### Description of the task:
Because the entries hold pictures, reproduce only their words, exactly as written.

### Source records:
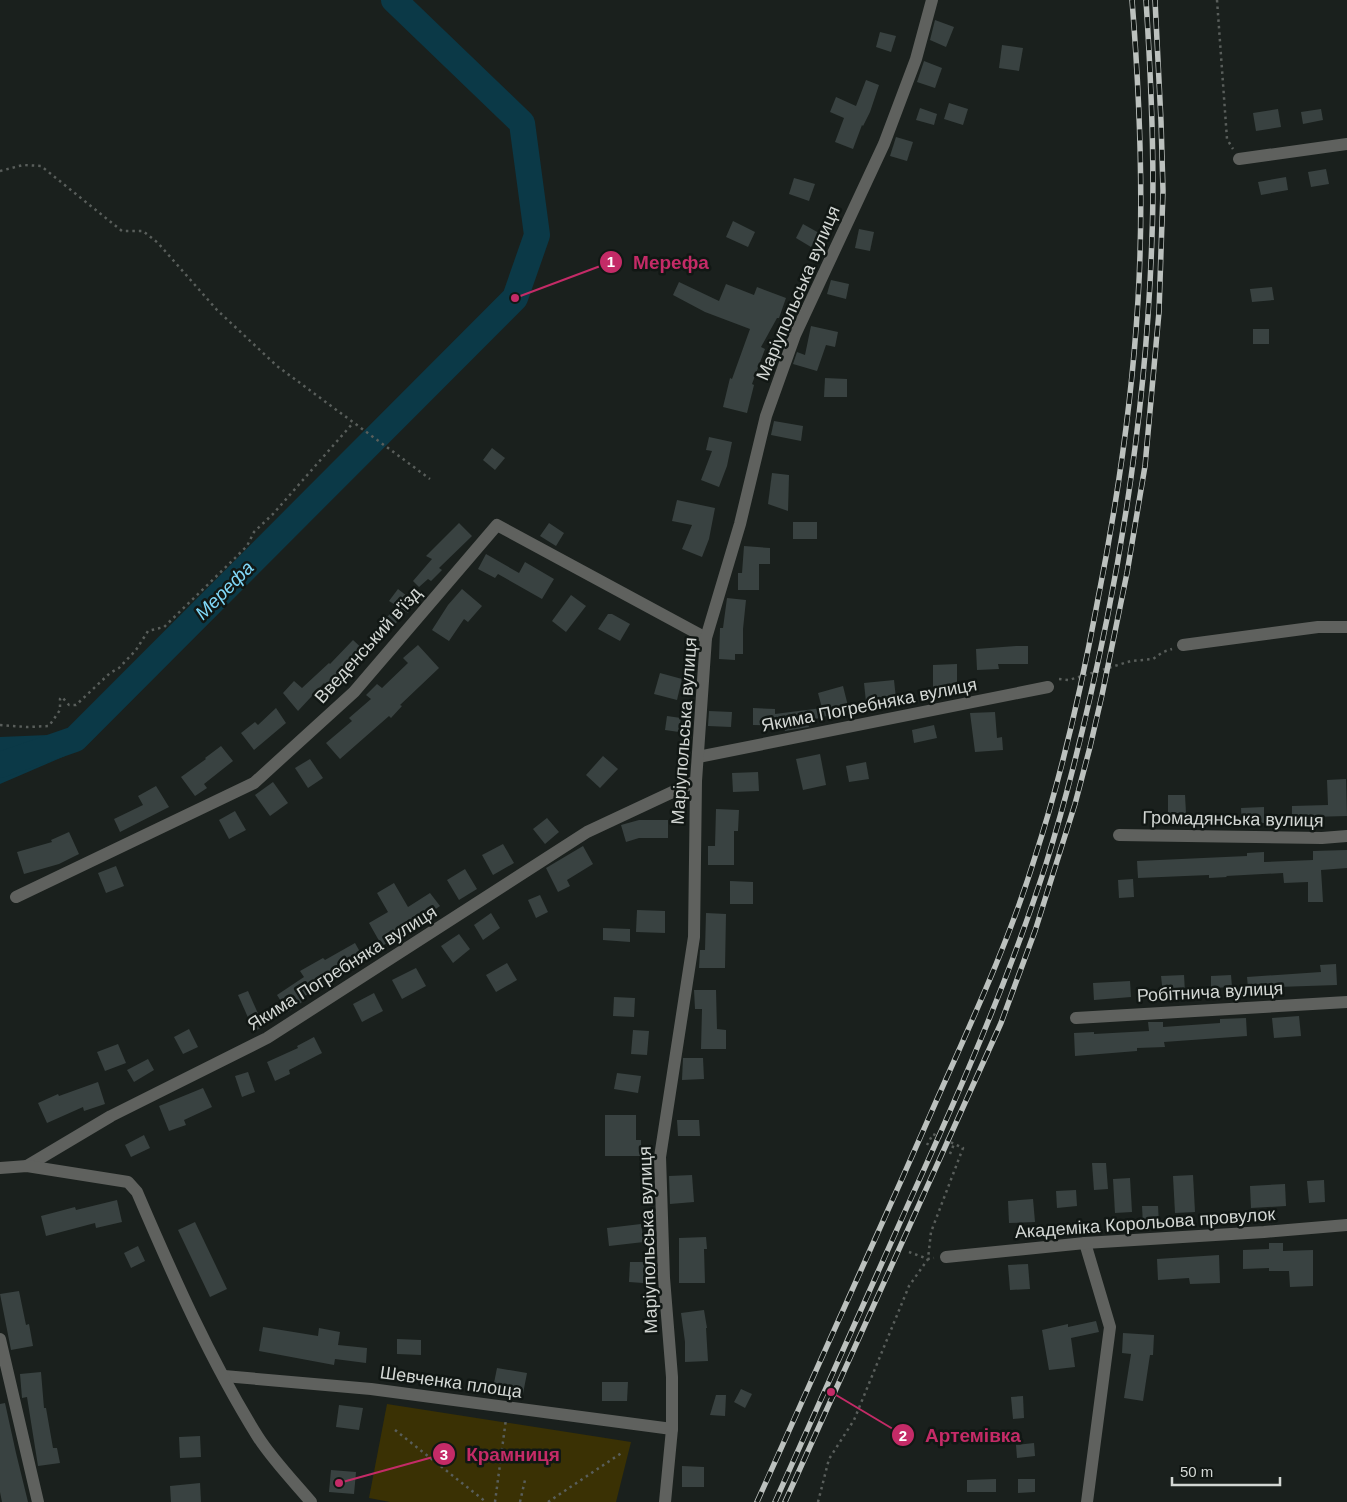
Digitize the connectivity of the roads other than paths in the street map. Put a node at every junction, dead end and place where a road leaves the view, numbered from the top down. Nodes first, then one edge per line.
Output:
1 (932, 0) edge
2 (1347, 144) edge
3 (1239, 159) road end
4 (1347, 627) edge
5 (706, 638) junction
6 (1183, 645) road end
7 (1048, 687) road end
8 (698, 757) junction
9 (696, 781) junction
10 (1120, 835) dead end
11 (1347, 836) edge
12 (16, 897) dead end
13 (1347, 1002) edge
14 (1076, 1018) dead end
15 (27, 1166) junction
16 (0, 1168) edge
17 (1347, 1225) edge
18 (1085, 1242) junction
19 (946, 1257) dead end
20 (0, 1339) edge
21 (224, 1376) junction
22 (672, 1429) junction
23 (38, 1502) edge
24 (311, 1502) edge
25 (665, 1502) edge
26 (1087, 1502) edge

1 - 5 street, Маріупольська вулиця
2 - 3 street
4 - 6 street
5 - 8 street, Маріупольська вулиця
5 - 12 street, Введенський в'їзд
7 - 8 street, Якима Погребняка вулиця
8 - 9 street, Маріупольська вулиця
9 - 15 street, Якима Погребняка вулиця
9 - 22 street, Маріупольська вулиця
10 - 11 street, Громадянська вулиця
13 - 14 street, Робітнича вулиця
15 - 16 street, Якима Погребняка вулиця
15 - 21 street
17 - 18 street, Академіка Корольова провулок
18 - 19 street, Академіка Корольова провулок
18 - 26 street
20 - 23 street
21 - 22 street, Шевченка площа
21 - 24 street
22 - 25 street, Маріупольська вулиця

### Completed exercise:
Digitize the connectivity of the roads other than paths in the street map. Put a node at every junction, dead end and place where a road leaves the view, numbered from the top down. Nodes first, then one edge per line.
Output:
1 (932, 0) edge
2 (1347, 144) edge
3 (1239, 159) road end
4 (1347, 627) edge
5 (706, 638) junction
6 (1183, 645) road end
7 (1048, 687) road end
8 (698, 757) junction
9 (696, 781) junction
10 (1120, 835) dead end
11 (1347, 836) edge
12 (16, 897) dead end
13 (1347, 1002) edge
14 (1076, 1018) dead end
15 (27, 1166) junction
16 (0, 1168) edge
17 (1347, 1225) edge
18 (1085, 1242) junction
19 (946, 1257) dead end
20 (0, 1339) edge
21 (224, 1376) junction
22 (672, 1429) junction
23 (38, 1502) edge
24 (311, 1502) edge
25 (665, 1502) edge
26 (1087, 1502) edge

1 - 5 street, Маріупольська вулиця
2 - 3 street
4 - 6 street
5 - 8 street, Маріупольська вулиця
5 - 12 street, Введенський в'їзд
7 - 8 street, Якима Погребняка вулиця
8 - 9 street, Маріупольська вулиця
9 - 15 street, Якима Погребняка вулиця
9 - 22 street, Маріупольська вулиця
10 - 11 street, Громадянська вулиця
13 - 14 street, Робітнича вулиця
15 - 16 street, Якима Погребняка вулиця
15 - 21 street
17 - 18 street, Академіка Корольова провулок
18 - 19 street, Академіка Корольова провулок
18 - 26 street
20 - 23 street
21 - 22 street, Шевченка площа
21 - 24 street
22 - 25 street, Маріупольська вулиця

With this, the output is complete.